Primary LanguagePython

NDPR

This repository contains the source code of our paper, Recovering Dropped Pronouns in Chinese Conversations via Modeling Their Referents, which is accepted for publication at NAACL 2019.

Usage

python train_v4.py 

Datasets

We demonstrate our model on three datasets, which are: Chinese SMS, TC section of OntoNotes Release 5.0 and BaiduZhidao.

  • Chinese SMS

This dataset is introduced in [1], which consists of 684 Chinese SMS files. In our work, we take the same train/dev/test data split as [1], which reserves 16.7% of the training set as a development set.

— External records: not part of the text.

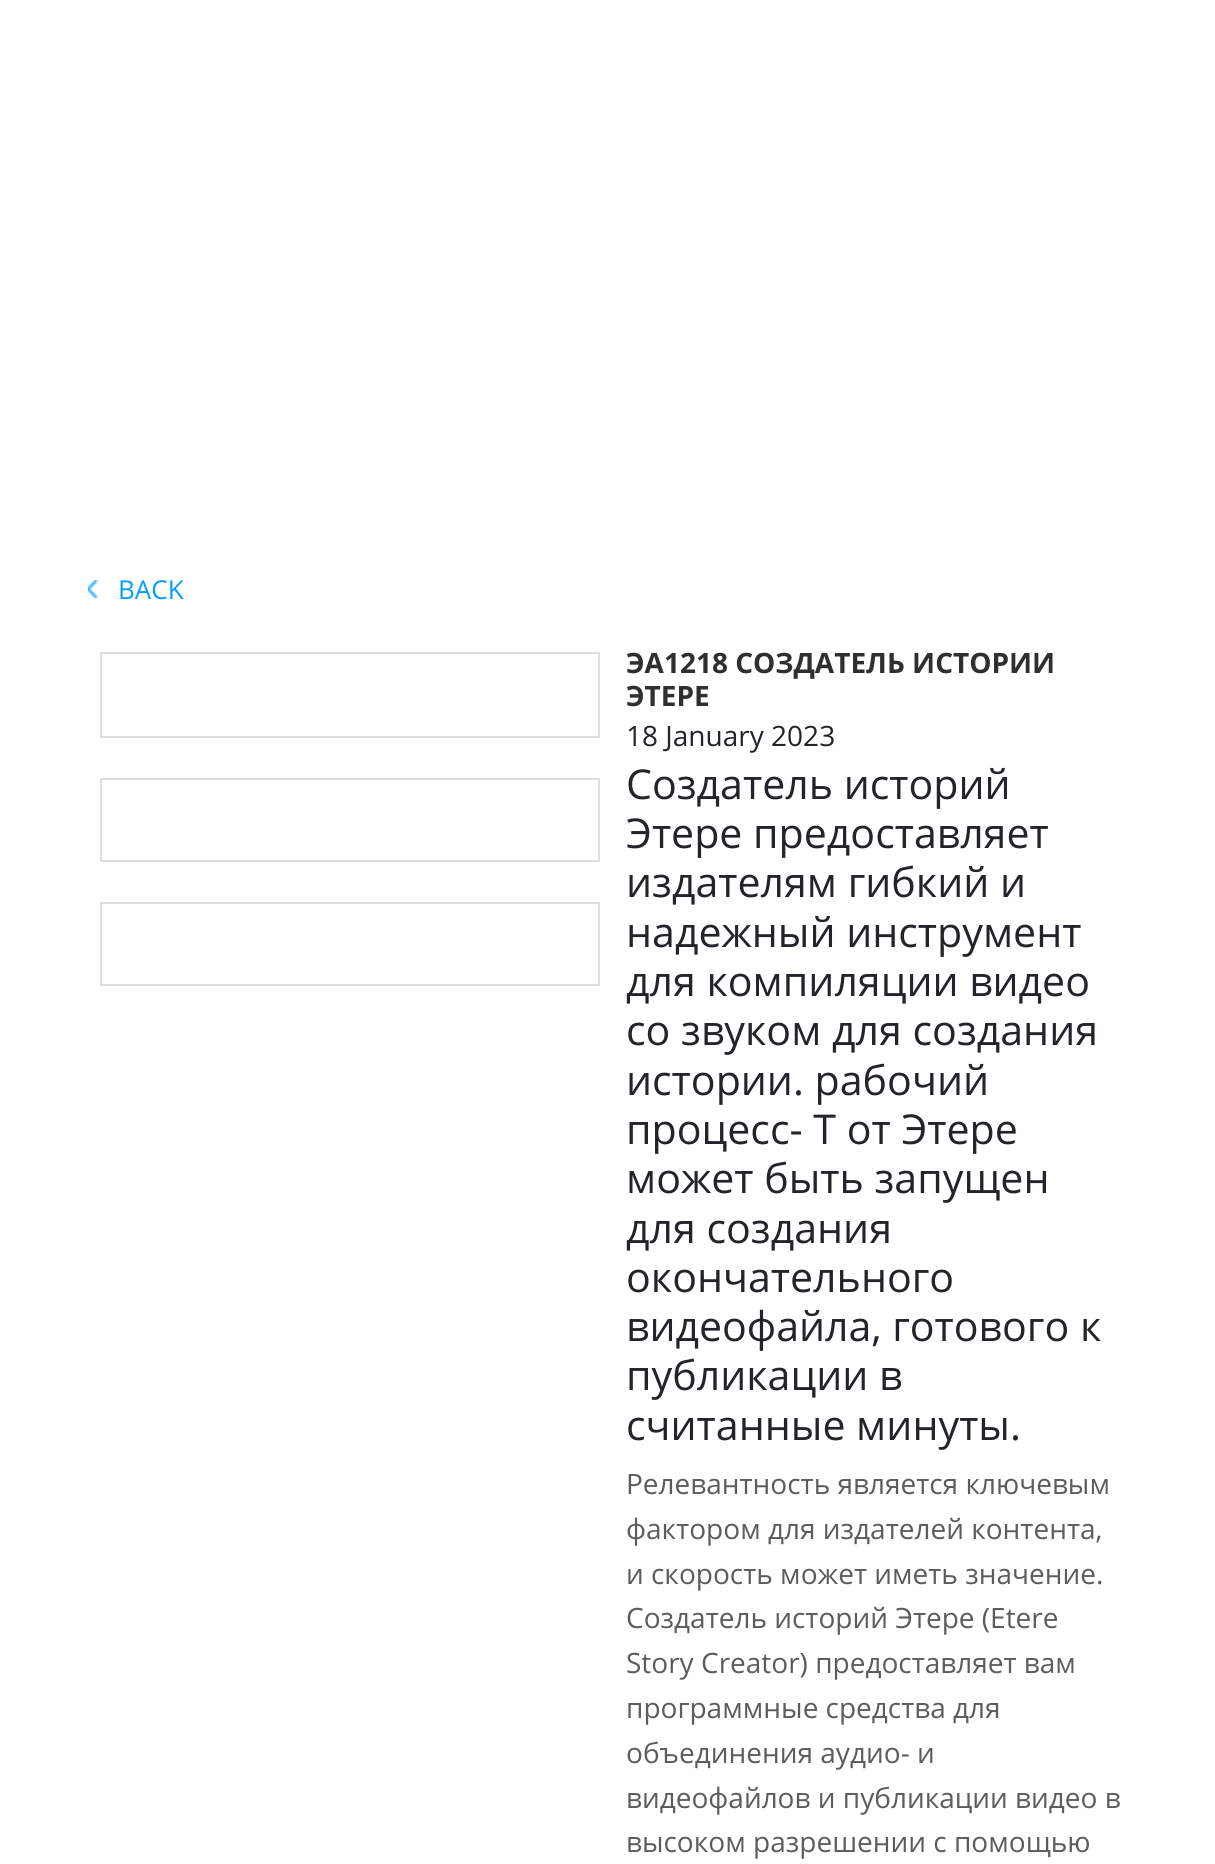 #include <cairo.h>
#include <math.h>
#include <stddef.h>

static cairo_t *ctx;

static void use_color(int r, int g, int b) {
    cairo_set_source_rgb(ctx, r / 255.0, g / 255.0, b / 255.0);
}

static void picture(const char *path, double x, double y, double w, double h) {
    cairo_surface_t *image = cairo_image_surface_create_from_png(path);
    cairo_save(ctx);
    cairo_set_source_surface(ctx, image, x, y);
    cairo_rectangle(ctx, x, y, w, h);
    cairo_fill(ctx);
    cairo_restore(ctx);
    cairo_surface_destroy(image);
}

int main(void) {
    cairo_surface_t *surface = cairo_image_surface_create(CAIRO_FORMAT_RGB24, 1215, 1864);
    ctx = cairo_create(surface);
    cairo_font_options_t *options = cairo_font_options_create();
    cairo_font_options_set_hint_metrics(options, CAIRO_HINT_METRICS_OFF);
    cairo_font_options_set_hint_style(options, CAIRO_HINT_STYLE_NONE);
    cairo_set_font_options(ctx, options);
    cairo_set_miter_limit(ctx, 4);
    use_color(255, 255, 255);
    cairo_paint(ctx);
    picture("img1.png", 88, 580, 10, 18);
    cairo_select_font_face(ctx, "Open Sans", CAIRO_FONT_SLANT_NORMAL, CAIRO_FONT_WEIGHT_NORMAL);
    cairo_set_font_size(ctx, 26);
    use_color(4, 156, 255);
    cairo_move_to(ctx, 118, 599);
    cairo_show_text(ctx, "BACK");
    cairo_rectangle(ctx, 101, 653, 498, 84);
    use_color(223, 223, 223);
    cairo_stroke(ctx);
    cairo_rectangle(ctx, 101, 779, 498, 82);
    cairo_stroke(ctx);
    cairo_rectangle(ctx, 101, 903, 498, 82);
    cairo_stroke(ctx);
    cairo_select_font_face(ctx, "Open Sans", CAIRO_FONT_SLANT_NORMAL, CAIRO_FONT_WEIGHT_BOLD);
    cairo_set_font_size(ctx, 28);
    use_color(47, 47, 47);
    cairo_move_to(ctx, 626, 673);
    cairo_show_text(ctx, "ЭA1218 СОЗДАТЕЛЬ ИСТОРИИ");
    cairo_move_to(ctx, 626, 706);
    cairo_show_text(ctx, "ЭТЕРЕ");
    cairo_select_font_face(ctx, "Open Sans", CAIRO_FONT_SLANT_NORMAL, CAIRO_FONT_WEIGHT_NORMAL);
    use_color(33, 37, 41);
    cairo_move_to(ctx, 626, 746);
    cairo_show_text(ctx, "18 January 2023");
    cairo_set_font_size(ctx, 41.1);
    cairo_move_to(ctx, 626, 799);
    cairo_show_text(ctx, "Создатель историй");
    cairo_move_to(ctx, 626, 848);
    cairo_show_text(ctx, "Этере предоставляет");
    cairo_move_to(ctx, 626, 897);
    cairo_show_text(ctx, "издателям гибкий и");
    cairo_move_to(ctx, 626, 947);
    cairo_show_text(ctx, "надежный инструмент");
    cairo_move_to(ctx, 626, 996);
    cairo_show_text(ctx, "для компиляции видео");
    cairo_move_to(ctx, 626, 1045);
    cairo_show_text(ctx, "со звуком для создания");
    cairo_move_to(ctx, 626, 1095);
    cairo_show_text(ctx, "истории. рабочий");
    cairo_move_to(ctx, 626, 1144);
    cairo_show_text(ctx, "процесс- T от Этере");
    cairo_move_to(ctx, 626, 1193);
    cairo_show_text(ctx, "может быть запущен");
    cairo_move_to(ctx, 626, 1243);
    cairo_show_text(ctx, "для создания");
    cairo_move_to(ctx, 626, 1292);
    cairo_show_text(ctx, "окончательного");
    cairo_move_to(ctx, 626, 1341);
    cairo_show_text(ctx, "видеофайла, готового к");
    cairo_move_to(ctx, 626, 1390);
    cairo_show_text(ctx, "публикации в");
    cairo_move_to(ctx, 626, 1440);
    cairo_show_text(ctx, "считанные минуты.");
    cairo_set_font_size(ctx, 28);
    use_color(92, 92, 92);
    cairo_move_to(ctx, 626, 1494);
    cairo_show_text(ctx, "Релевантность является ключевым");
    cairo_move_to(ctx, 626, 1539);
    cairo_show_text(ctx, "фактором для издателей контента,");
    cairo_move_to(ctx, 626, 1584);
    cairo_show_text(ctx, "и скорость может иметь значение.");
    cairo_move_to(ctx, 626, 1628);
    cairo_show_text(ctx, "Создатель историй Этере (Etere");
    cairo_move_to(ctx, 626, 1673);
    cairo_show_text(ctx, "Story Creator) предоставляет вам");
    cairo_move_to(ctx, 626, 1718);
    cairo_show_text(ctx, "программные средства для");
    cairo_move_to(ctx, 626, 1763);
    cairo_show_text(ctx, "объединения аудио- и");
    cairo_move_to(ctx, 626, 1808);
    cairo_show_text(ctx, "видеофайлов и публикации видео в");
    cairo_move_to(ctx, 626, 1852);
    cairo_show_text(ctx, "высоком разрешении с помощью");
    cairo_surface_write_to_png(surface, "result.png");
    cairo_font_options_destroy(options);
    cairo_destroy(ctx);
    cairo_surface_destroy(surface);
    return 0;
}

  • OntoNotes Release 5.0(TC section)

This dataset is published in CoNLL 2012 Shared Task. We use the Chinese telephone conversation(TC) section in our work, which contains 9,507 sentences. Since the original dataset only has coreference annotations for anaphoric zero pronouns, we annotate them according to dropped pronoun recovery annotation guidelines described in [1].

  • BaiduZhidao

This dataset is introduced in [2], which is a question answering dialogue dataset containing 11,160 sentences in the raw data. In our work, we make data preprocessing by splitting the entire corpus into each independent QA segmentation, removing noise data and annotating the participant information for each sentence. Our processed dataset contains 9,376 sentences.

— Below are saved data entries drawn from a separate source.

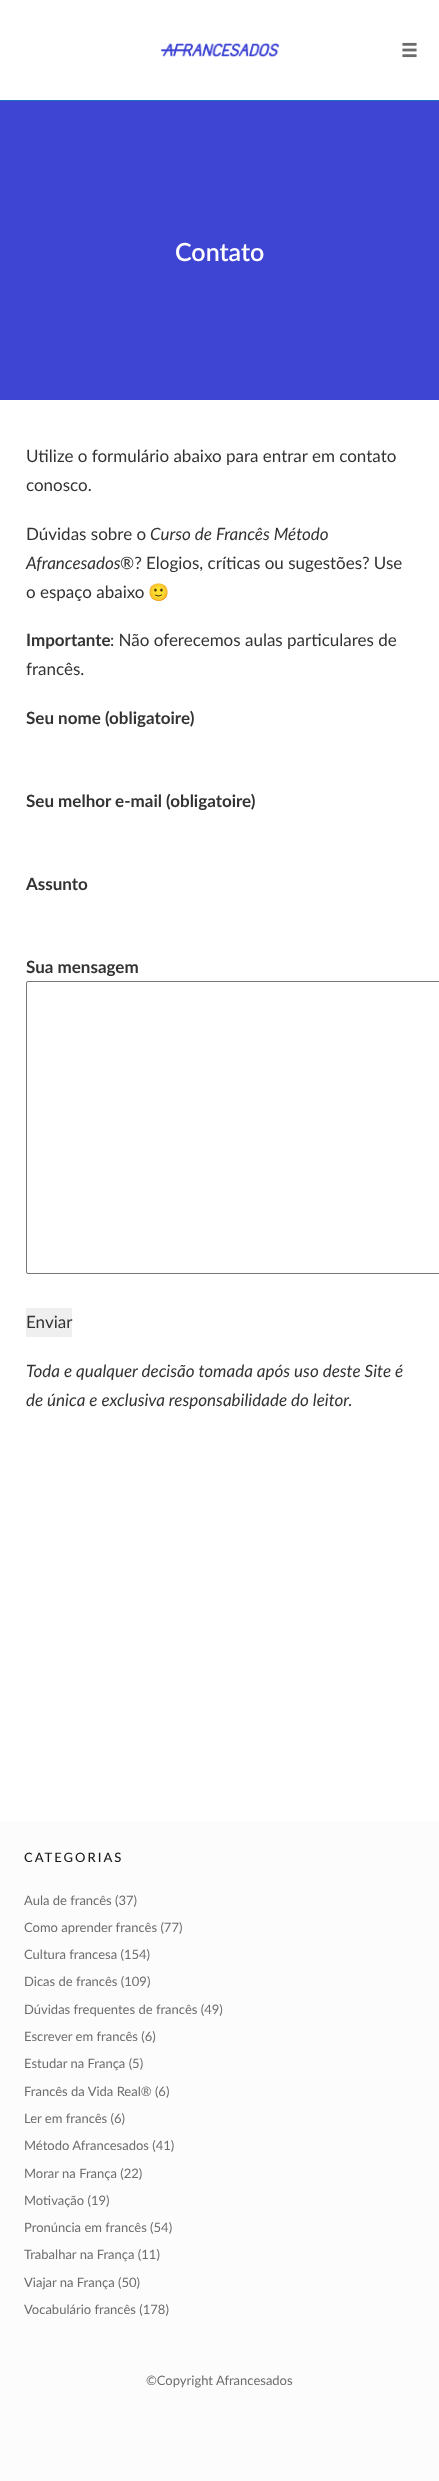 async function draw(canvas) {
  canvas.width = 439;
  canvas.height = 2481;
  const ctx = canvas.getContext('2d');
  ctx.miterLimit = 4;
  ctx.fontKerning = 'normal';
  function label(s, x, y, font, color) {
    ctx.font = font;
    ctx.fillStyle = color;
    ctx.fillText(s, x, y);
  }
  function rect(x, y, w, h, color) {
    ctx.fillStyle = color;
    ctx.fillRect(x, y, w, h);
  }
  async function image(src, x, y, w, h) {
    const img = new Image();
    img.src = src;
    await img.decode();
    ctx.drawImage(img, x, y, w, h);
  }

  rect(0, 0, 439, 2481, '#fff');
  rect(0, 100, 439, 1, '#1e73be');
  await image('assets/img1.png', 161, 43, 119, 14);
  await image('assets/img2.png', 402, 42, 15, 16);
  rect(0, 101, 439, 299, '#3f45d3');
  label('Contato', 175, 261, '600 25px Lato', '#fff');
  label('Utilize o formulário abaixo para entrar em contato', 26, 462, '17px Lato', '#333');
  label('conosco.', 26, 491, '17px Lato', '#333');
  label('Dúvidas sobre o', 26, 540, '17px Lato', '#333');
  label('Curso de Francês Método', 150, 540, 'italic 17px Lato', '#333');
  label('Afrancesados', 26, 569, 'italic 17px Lato', '#333');
  label('®? Elogios, críticas ou sugestões? Use', 120, 569, '17px Lato', '#333');
  label('o espaço abaixo', 26, 598, '17px Lato', '#333');
  label('🙂', 148, 598, '17px Noto Color Emoji', '#333');
  label('Importante', 26, 646, 'bold 17px Lato', '#333');
  label(': Não oferecemos aulas particulares de', 110, 646, '17px Lato', '#333');
  label('francês.', 26, 675, '17px Lato', '#333');
  label('Seu nome (obligatoire)', 26, 724, 'bold 17px Lato', '#333');
  label('Seu melhor e-mail (obligatoire)', 26, 807, 'bold 17px Lato', '#333');
  label('Assunto', 26, 890, 'bold 17px Lato', '#333');
  label('Sua mensagem', 26, 973, 'bold 17px Lato', '#333');
  ctx.beginPath();
  ctx.roundRect(26.5, 981.5, 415, 292, 1.5);
  ctx.strokeStyle = '#767676';
  ctx.stroke();
  rect(26, 1308, 46, 29, '#efefef');
  label('Enviar', 26, 1328, '17px Lato', '#333');
  label('Toda e qualquer decisão tomada após uso deste Site é', 26, 1377, 'italic 17px Lato', '#333');
  label('de única e exclusiva responsabilidade do leitor.', 26, 1406, 'italic 17px Lato', '#333');
  rect(0, 1821, 439, 660, '#fcfcfc');
  ctx.letterSpacing = '2px';
  label('CATEGORIAS', 24, 1862, '500 13px Lato', '#191919');
  ctx.letterSpacing = '0px';
  label('Aula de francês (37)', 24, 1905, '13px Lato', '#6d6d6d');
  label('Como aprender francês (77)', 24, 1932, '13px Lato', '#6d6d6d');
  label('Cultura francesa (154)', 24, 1959, '13px Lato', '#6d6d6d');
  label('Dicas de francês (109)', 24, 1986, '13px Lato', '#6d6d6d');
  label('Dúvidas frequentes de francês (49)', 24, 2014, '13px Lato', '#6d6d6d');
  label('Escrever em francês (6)', 24, 2041, '13px Lato', '#6d6d6d');
  label('Estudar na França (5)', 24, 2068, '13px Lato', '#6d6d6d');
  label('Francês da Vida Real® (6)', 24, 2096, '13px Lato', '#6d6d6d');
  label('Ler em francês (6)', 24, 2123, '13px Lato', '#6d6d6d');
  label('Método Afrancesados (41)', 24, 2150, '13px Lato', '#6d6d6d');
  label('Morar na França (22)', 24, 2178, '13px Lato', '#6d6d6d');
  label('Motivação (19)', 24, 2205, '13px Lato', '#6d6d6d');
  label('Pronúncia em francês (54)', 24, 2232, '13px Lato', '#6d6d6d');
  label('Trabalhar na França (11)', 24, 2259, '13px Lato', '#6d6d6d');
  label('Viajar na França (50)', 24, 2287, '13px Lato', '#6d6d6d');
  label('Vocabulário francês (178)', 24, 2314, '13px Lato', '#6d6d6d');
  label('©Copyright Afrancesados', 146, 2385, '13px Lato', '#6d6d6d');
}

draw(document.querySelector('canvas'));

The train/dev/test setting of these three datasets is shown in Table

Train Dev Test
Sentence DPs Sentence DPs Sentence DPs
SMS 32,860 25,805 3,073 2,395 4,346 3,411
TC 6,562 4,207 1,408 890 1,406 786
BaiduZhidao 5,504 4,312 1,175 732 1,178 832

Citation

If this work is useful in your research, please kindly cite our paper.

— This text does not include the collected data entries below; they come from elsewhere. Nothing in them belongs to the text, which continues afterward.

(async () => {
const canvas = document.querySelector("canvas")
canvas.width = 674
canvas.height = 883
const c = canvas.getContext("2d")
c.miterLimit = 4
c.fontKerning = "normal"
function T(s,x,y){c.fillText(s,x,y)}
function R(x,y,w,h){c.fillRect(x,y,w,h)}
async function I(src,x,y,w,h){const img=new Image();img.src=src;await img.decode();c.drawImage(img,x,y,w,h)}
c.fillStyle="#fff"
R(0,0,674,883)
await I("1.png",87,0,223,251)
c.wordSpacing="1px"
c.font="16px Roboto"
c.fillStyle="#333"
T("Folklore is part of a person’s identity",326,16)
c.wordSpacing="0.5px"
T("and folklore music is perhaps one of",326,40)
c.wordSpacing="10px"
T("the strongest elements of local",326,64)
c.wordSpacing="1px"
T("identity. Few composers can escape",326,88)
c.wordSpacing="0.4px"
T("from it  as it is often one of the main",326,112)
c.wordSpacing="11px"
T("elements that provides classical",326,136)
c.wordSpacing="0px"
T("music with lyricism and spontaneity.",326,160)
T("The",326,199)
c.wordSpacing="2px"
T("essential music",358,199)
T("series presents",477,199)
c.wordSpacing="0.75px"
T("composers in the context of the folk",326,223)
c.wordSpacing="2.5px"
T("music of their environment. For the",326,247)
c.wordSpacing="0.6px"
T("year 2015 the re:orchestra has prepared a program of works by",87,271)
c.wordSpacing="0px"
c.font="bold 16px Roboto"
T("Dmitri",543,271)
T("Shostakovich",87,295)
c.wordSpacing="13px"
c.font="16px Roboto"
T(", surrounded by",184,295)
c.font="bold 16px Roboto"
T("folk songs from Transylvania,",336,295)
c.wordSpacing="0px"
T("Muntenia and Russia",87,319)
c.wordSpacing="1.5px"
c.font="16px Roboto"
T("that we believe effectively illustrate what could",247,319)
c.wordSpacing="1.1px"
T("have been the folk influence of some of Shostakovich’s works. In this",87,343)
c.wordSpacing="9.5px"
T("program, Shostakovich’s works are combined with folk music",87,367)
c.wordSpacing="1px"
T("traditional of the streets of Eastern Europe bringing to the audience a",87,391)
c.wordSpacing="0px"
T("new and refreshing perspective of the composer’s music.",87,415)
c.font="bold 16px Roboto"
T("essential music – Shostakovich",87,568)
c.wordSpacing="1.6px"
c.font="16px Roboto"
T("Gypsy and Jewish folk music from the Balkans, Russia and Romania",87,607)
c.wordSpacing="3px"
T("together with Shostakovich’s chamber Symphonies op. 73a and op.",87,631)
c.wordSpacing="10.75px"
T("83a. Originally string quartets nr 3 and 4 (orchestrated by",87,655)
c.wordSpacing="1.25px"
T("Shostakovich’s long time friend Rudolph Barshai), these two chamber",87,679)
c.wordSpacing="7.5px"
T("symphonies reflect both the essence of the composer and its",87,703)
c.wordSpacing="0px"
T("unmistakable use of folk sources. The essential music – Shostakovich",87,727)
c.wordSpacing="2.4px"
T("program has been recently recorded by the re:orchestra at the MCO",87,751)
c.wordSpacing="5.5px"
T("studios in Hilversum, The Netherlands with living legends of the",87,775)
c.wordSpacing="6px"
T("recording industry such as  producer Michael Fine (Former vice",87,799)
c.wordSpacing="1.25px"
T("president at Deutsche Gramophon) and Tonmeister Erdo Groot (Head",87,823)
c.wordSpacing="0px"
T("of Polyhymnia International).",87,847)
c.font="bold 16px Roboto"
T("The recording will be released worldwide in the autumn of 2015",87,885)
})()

@inproceedings{yang2019text,
  title={Recovering Dropped Pronouns in Chinese Conversations via Modeling Their Referents},
  author={Jingxuan Yang, Jianzhuo Tong, Si Li, Sheng Gao, Jun Guo and Nianwen Xue},
  booktitle={NAACL},
  year={2019}
}

Reference

[1] Yang, Yaqin & Liu, Yalin & Xue, Nianwen (2015). Recovering dropped pronouns from Chinese text messages. 2. 309-313. 10.3115/v1/P15-2051.

[2] Zhang, Weinan & Liu, Ting & Yin, Qingyu , & Zhang, Yu . (2016). Neural recovery machine for chinese dropped pronoun.